Period of Performance: 02/23/2016 - 11/21/2016

$149K

Phase 1 SBIR

Recipient Firm

Machine Understanding, LLC
12204 St. James Rd. Array
Potomac, MD 20854
Firm POC, Principal Investigator

Abstract

This project will develop novel methods and software tools for human cognition augmentation in cyber security systems. The methods and tools produced in this effort will be used to increase situational awareness of cyber analysts, focusing on improving their comprehension of dynamic interplay between attack characteristics and network conditions, as the situations unfold. Improved situational comprehension will enable improved performance across a range of tasks carried out in the course of cyber analysis, including assessing threats, determining their likely impact, and selecting defensive and/or offensive countermeasures commensurate with the changing conditions and operational priorities. The effort will produce functional modules that can be configured into a stand-alone Comprehension Aid or “Intelligent Interface” mediating between the analyst and the system under control.

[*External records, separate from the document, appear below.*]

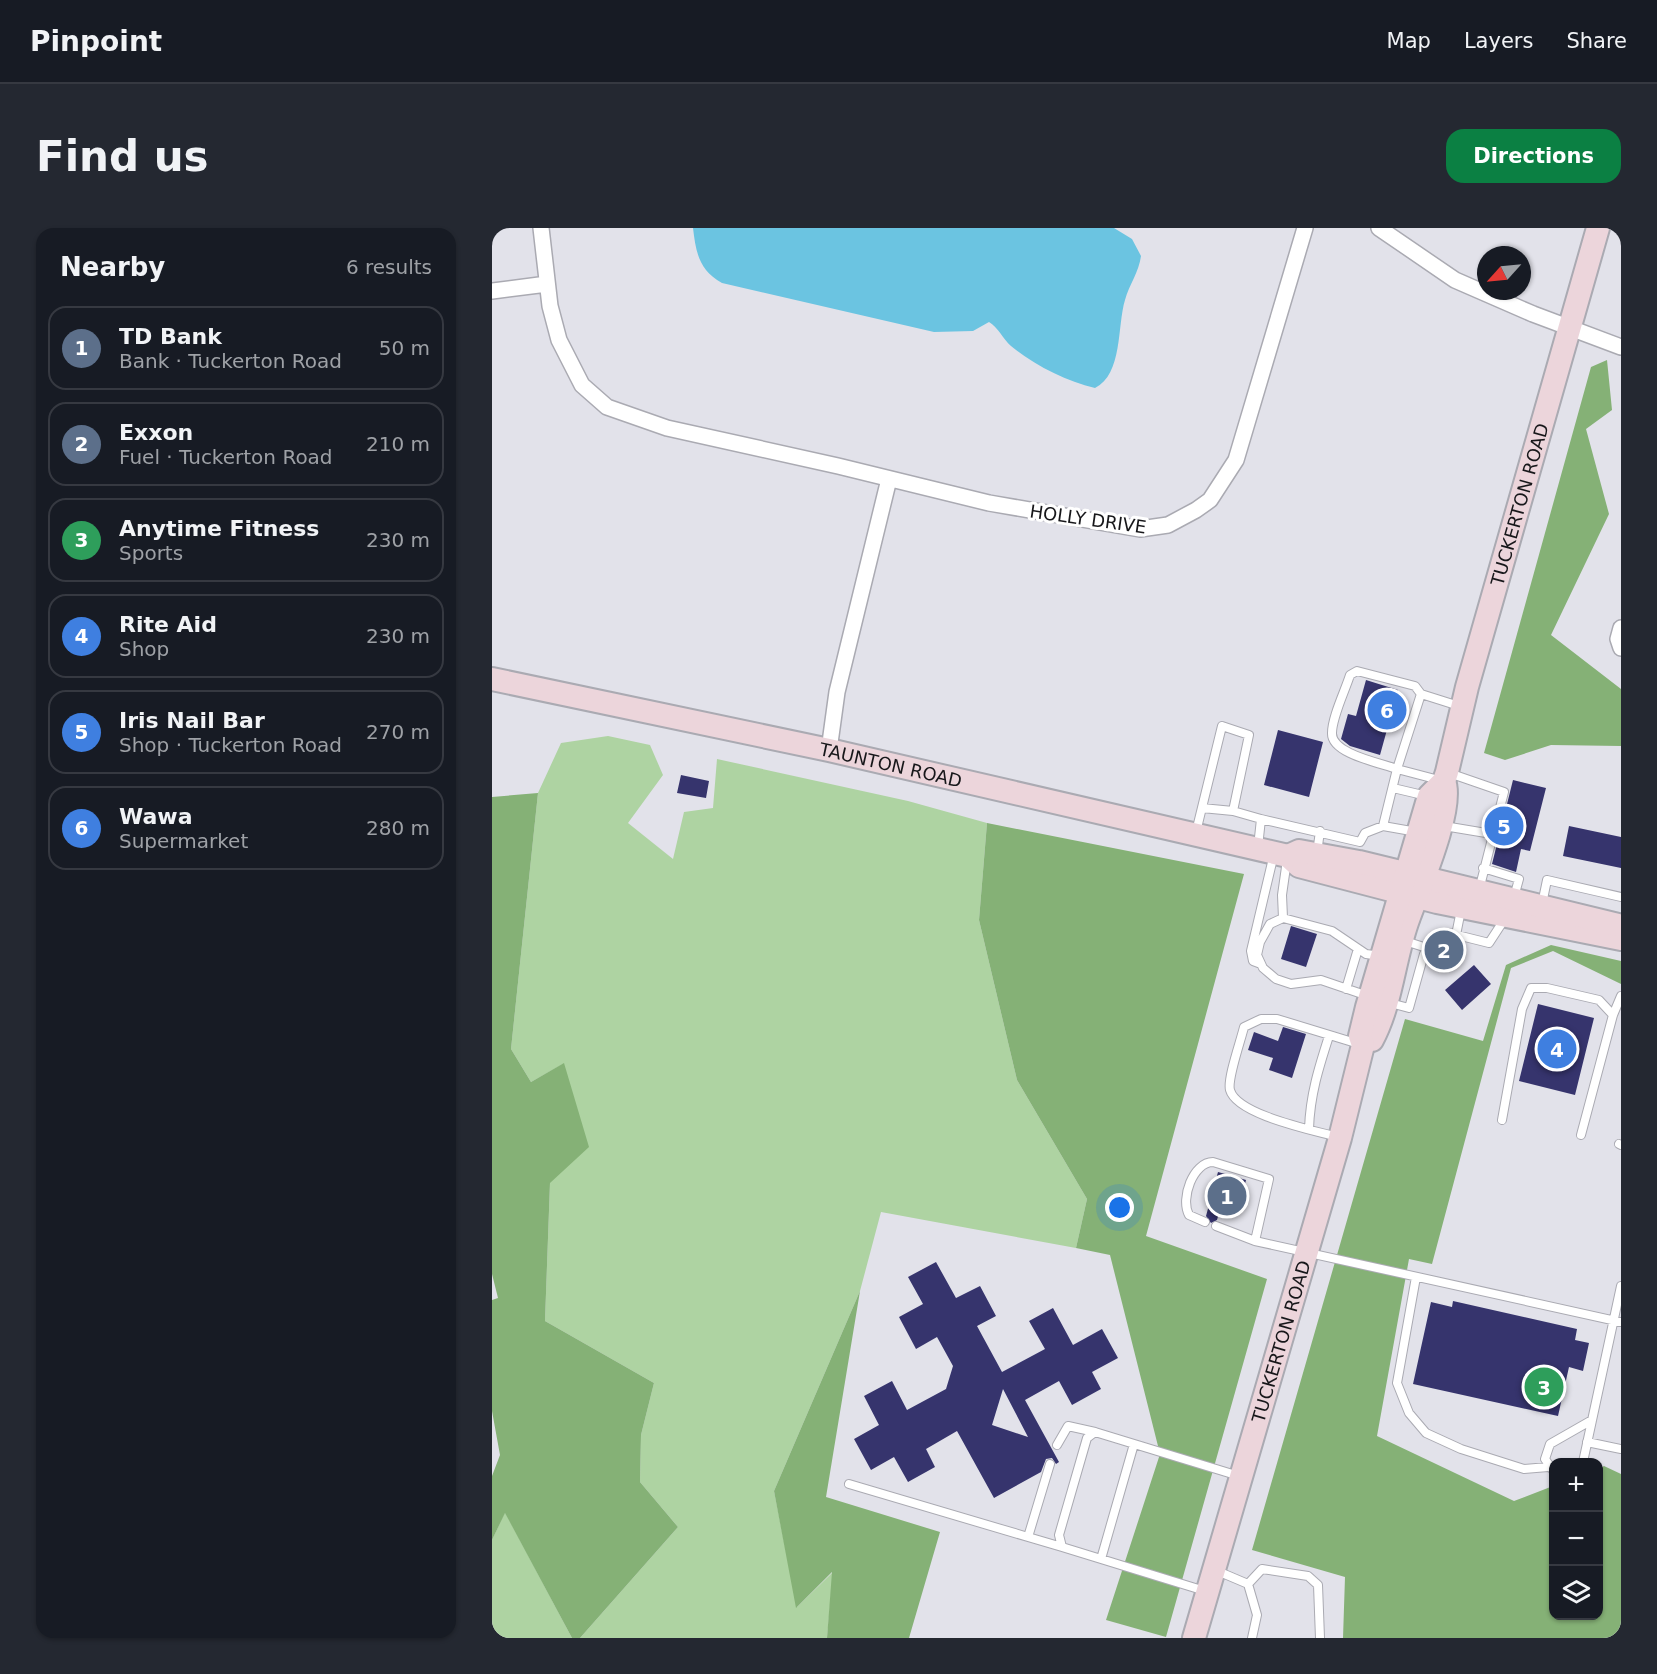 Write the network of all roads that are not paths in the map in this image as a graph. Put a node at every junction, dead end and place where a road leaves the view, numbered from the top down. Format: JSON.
{"nodes":[{"id":1,"x":541,"y":228,"type":"edge"},
{"id":2,"x":1305,"y":228,"type":"edge"},
{"id":3,"x":1379,"y":228,"type":"edge"},
{"id":4,"x":1598,"y":228,"type":"edge"},
{"id":5,"x":547,"y":284,"type":"junction"},
{"id":6,"x":492,"y":291,"type":"edge"},
{"id":7,"x":1571,"y":327,"type":"junction"},
{"id":8,"x":1621,"y":346,"type":"edge"},
{"id":9,"x":889,"y":479,"type":"junction"},
{"id":10,"x":1621,"y":628,"type":"edge"},
{"id":11,"x":1621,"y":648,"type":"edge"},
{"id":12,"x":492,"y":679,"type":"edge"},
{"id":13,"x":1421,"y":694,"type":"junction"},
{"id":14,"x":1464,"y":707,"type":"junction"},
{"id":15,"x":828,"y":750,"type":"junction"},
{"id":16,"x":1397,"y":769,"type":"junction"},
{"id":17,"x":1440,"y":783,"type":"junction"},
{"id":18,"x":1393,"y":788,"type":"junction"},
{"id":19,"x":1202,"y":808,"type":"junction"},
{"id":20,"x":1233,"y":811,"type":"junction"},
{"id":21,"x":1261,"y":819,"type":"junction"},
{"id":22,"x":1440,"y":825,"type":"junction"},
{"id":23,"x":1383,"y":826,"type":"junction"},
{"id":24,"x":1320,"y":831,"type":"junction"},
{"id":25,"x":1418,"y":833,"type":"junction"},
{"id":26,"x":1492,"y":834,"type":"junction"},
{"id":27,"x":1195,"y":835,"type":"junction"},
{"id":28,"x":1359,"y":852,"type":"junction"},
{"id":29,"x":1273,"y":853,"type":"junction"},
{"id":30,"x":1317,"y":853,"type":"junction"},
{"id":31,"x":1483,"y":868,"type":"junction"},
{"id":32,"x":1412,"y":885,"type":"junction"},
{"id":33,"x":1621,"y":897,"type":"edge"},
{"id":34,"x":1470,"y":900,"type":"junction"},
{"id":35,"x":1541,"y":907,"type":"junction"},
{"id":36,"x":1509,"y":908,"type":"junction"},
{"id":37,"x":1283,"y":918,"type":"junction"},
{"id":38,"x":1621,"y":926,"type":"edge"},
{"id":39,"x":1456,"y":935,"type":"junction"},
{"id":40,"x":1621,"y":939,"type":"edge"},
{"id":41,"x":1403,"y":940,"type":"junction"},
{"id":42,"x":1358,"y":949,"type":"junction"},
{"id":43,"x":1430,"y":949,"type":"junction"},
{"id":44,"x":1382,"y":956,"type":"junction"},
{"id":45,"x":1261,"y":963,"type":"junction"},
{"id":46,"x":1346,"y":989,"type":"junction"},
{"id":47,"x":1621,"y":996,"type":"edge"},
{"id":48,"x":1377,"y":999,"type":"junction"},
{"id":49,"x":1617,"y":1013,"type":"edge"},
{"id":50,"x":1329,"y":1036,"type":"junction"},
{"id":51,"x":1363,"y":1045,"type":"junction"},
{"id":52,"x":1502,"y":1120,"type":"dead end"},
{"id":53,"x":1309,"y":1129,"type":"junction"},
{"id":54,"x":1581,"y":1135,"type":"dead end"},
{"id":55,"x":1340,"y":1138,"type":"junction"},
{"id":56,"x":1205,"y":1222,"type":"dead end"},
{"id":57,"x":1216,"y":1226,"type":"dead end"},
{"id":58,"x":1255,"y":1241,"type":"junction"},
{"id":59,"x":1306,"y":1253,"type":"junction"},
{"id":60,"x":1416,"y":1277,"type":"junction"},
{"id":61,"x":1621,"y":1286,"type":"edge"},
{"id":62,"x":1617,"y":1321,"type":"edge"},
{"id":63,"x":1592,"y":1420,"type":"junction"},
{"id":64,"x":1095,"y":1432,"type":"junction"},
{"id":65,"x":1587,"y":1442,"type":"junction"},
{"id":66,"x":1134,"y":1444,"type":"junction"},
{"id":67,"x":1057,"y":1445,"type":"dead end"},
{"id":68,"x":1621,"y":1449,"type":"edge"},
{"id":69,"x":1584,"y":1458,"type":"edge"},
{"id":70,"x":1050,"y":1464,"type":"dead end"},
{"id":71,"x":1549,"y":1465,"type":"edge"},
{"id":72,"x":1549,"y":1470,"type":"edge"},
{"id":73,"x":1241,"y":1476,"type":"junction"},
{"id":74,"x":849,"y":1484,"type":"dead end"},
{"id":75,"x":1028,"y":1537,"type":"junction"},
{"id":76,"x":1062,"y":1547,"type":"junction"},
{"id":77,"x":1101,"y":1559,"type":"junction"},
{"id":78,"x":1215,"y":1570,"type":"junction"},
{"id":79,"x":1248,"y":1584,"type":"junction"},
{"id":80,"x":1208,"y":1592,"type":"junction"},
{"id":81,"x":1194,"y":1638,"type":"edge"},
{"id":82,"x":1252,"y":1638,"type":"edge"},
{"id":83,"x":1320,"y":1638,"type":"edge"}],
"edges":[{"from":1,"to":5,"type":"street","name":"HOLLY DRIVE"},
{"from":2,"to":9,"type":"street","name":"HOLLY DRIVE"},
{"from":3,"to":7,"type":"street"},
{"from":4,"to":7,"type":"main road","name":"TUCKERTON ROAD"},
{"from":5,"to":6,"type":"street"},
{"from":5,"to":9,"type":"street","name":"HOLLY DRIVE"},
{"from":7,"to":8,"type":"street"},
{"from":7,"to":14,"type":"main road","name":"TUCKERTON ROAD"},
{"from":9,"to":15,"type":"street"},
{"from":10,"to":11,"type":"street"},
{"from":12,"to":15,"type":"main road","name":"TAUNTON ROAD"},
{"from":13,"to":14,"type":"lane"},
{"from":13,"to":16,"type":"lane"},
{"from":13,"to":16,"type":"lane"},
{"from":14,"to":17,"type":"main road","name":"TUCKERTON ROAD"},
{"from":15,"to":27,"type":"main road","name":"TAUNTON ROAD"},
{"from":16,"to":17,"type":"lane"},
{"from":16,"to":18,"type":"lane"},
{"from":17,"to":18,"type":"lane"},
{"from":17,"to":22,"type":"main road","name":"TUCKERTON ROAD"},
{"from":17,"to":25,"type":"main road","name":"TUCKERTON ROAD"},
{"from":17,"to":26,"type":"lane"},
{"from":18,"to":23,"type":"lane"},
{"from":19,"to":20,"type":"lane"},
{"from":19,"to":20,"type":"lane"},
{"from":19,"to":27,"type":"lane"},
{"from":20,"to":21,"type":"lane"},
{"from":21,"to":24,"type":"lane"},
{"from":21,"to":29,"type":"lane"},
{"from":22,"to":26,"type":"lane"},
{"from":22,"to":32,"type":"main road","name":"TUCKERTON ROAD"},
{"from":23,"to":25,"type":"lane"},
{"from":23,"to":28,"type":"lane"},
{"from":24,"to":28,"type":"lane"},
{"from":24,"to":30,"type":"lane"},
{"from":25,"to":32,"type":"main road","name":"TUCKERTON ROAD"},
{"from":26,"to":31,"type":"lane"},
{"from":27,"to":29,"type":"main road","name":"TAUNTON ROAD"},
{"from":28,"to":30,"type":"main road","name":"TAUNTON ROAD"},
{"from":28,"to":32,"type":"main road","name":"TAUNTON ROAD"},
{"from":29,"to":30,"type":"main road","name":"TAUNTON ROAD"},
{"from":29,"to":32,"type":"main road","name":"TAUNTON ROAD"},
{"from":29,"to":37,"type":"lane"},
{"from":29,"to":45,"type":"lane"},
{"from":31,"to":34,"type":"lane"},
{"from":31,"to":36,"type":"lane"},
{"from":32,"to":34,"type":"main road"},
{"from":32,"to":41,"type":"main road","name":"TUCKERTON ROAD"},
{"from":32,"to":44,"type":"main road","name":"TUCKERTON ROAD"},
{"from":33,"to":35,"type":"lane"},
{"from":34,"to":36,"type":"main road"},
{"from":34,"to":39,"type":"lane"},
{"from":35,"to":36,"type":"main road"},
{"from":35,"to":38,"type":"main road"},
{"from":36,"to":39,"type":"lane"},
{"from":36,"to":40,"type":"main road"},
{"from":37,"to":42,"type":"lane"},
{"from":37,"to":45,"type":"lane"},
{"from":39,"to":43,"type":"lane"},
{"from":41,"to":43,"type":"lane"},
{"from":41,"to":48,"type":"main road","name":"TUCKERTON ROAD"},
{"from":42,"to":44,"type":"lane"},
{"from":42,"to":46,"type":"lane"},
{"from":43,"to":48,"type":"lane"},
{"from":44,"to":48,"type":"main road","name":"TUCKERTON ROAD"},
{"from":45,"to":46,"type":"lane"},
{"from":46,"to":48,"type":"lane"},
{"from":47,"to":49,"type":"lane"},
{"from":48,"to":51,"type":"main road","name":"TUCKERTON ROAD"},
{"from":49,"to":52,"type":"lane"},
{"from":49,"to":54,"type":"lane"},
{"from":50,"to":51,"type":"lane"},
{"from":50,"to":53,"type":"lane"},
{"from":50,"to":53,"type":"lane"},
{"from":51,"to":55,"type":"main road","name":"TUCKERTON ROAD"},
{"from":53,"to":55,"type":"lane"},
{"from":55,"to":59,"type":"main road","name":"TUCKERTON ROAD"},
{"from":56,"to":58,"type":"lane"},
{"from":57,"to":58,"type":"lane"},
{"from":58,"to":59,"type":"lane"},
{"from":59,"to":60,"type":"lane"},
{"from":59,"to":73,"type":"main road","name":"TUCKERTON ROAD"},
{"from":60,"to":62,"type":"lane"},
{"from":60,"to":72,"type":"lane"},
{"from":61,"to":62,"type":"lane"},
{"from":62,"to":63,"type":"lane"},
{"from":63,"to":65,"type":"lane"},
{"from":63,"to":71,"type":"lane"},
{"from":64,"to":66,"type":"lane"},
{"from":64,"to":67,"type":"lane"},
{"from":64,"to":76,"type":"lane"},
{"from":65,"to":68,"type":"lane"},
{"from":65,"to":69,"type":"lane"},
{"from":66,"to":73,"type":"lane"},
{"from":66,"to":77,"type":"lane"},
{"from":70,"to":75,"type":"lane"},
{"from":73,"to":78,"type":"main road","name":"TUCKERTON ROAD"},
{"from":74,"to":75,"type":"lane"},
{"from":75,"to":76,"type":"lane"},
{"from":76,"to":77,"type":"lane"},
{"from":77,"to":80,"type":"lane"},
{"from":78,"to":79,"type":"lane"},
{"from":78,"to":80,"type":"main road","name":"TUCKERTON ROAD"},
{"from":79,"to":82,"type":"lane"},
{"from":79,"to":83,"type":"lane"},
{"from":80,"to":81,"type":"main road","name":"TUCKERTON ROAD"}]}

The interface will help the analyst to process data generated by network traffic assessment, intrusion detection, and other such activities across different tasks, and to combine the results into a unified, meaningful representation of the overall situation. The technical approach involves organizing and displaying data in a format facilitating performance of the main cognitive operations underlying situation comprehension, such as prioritization, establishing and maintaining mapping between different tasks and the overall mission and objectives, unification (data grouping), and coordination between the groups. The product will help to streamline cognitive operations and reduce cognitive workload experienced by cyber analysts.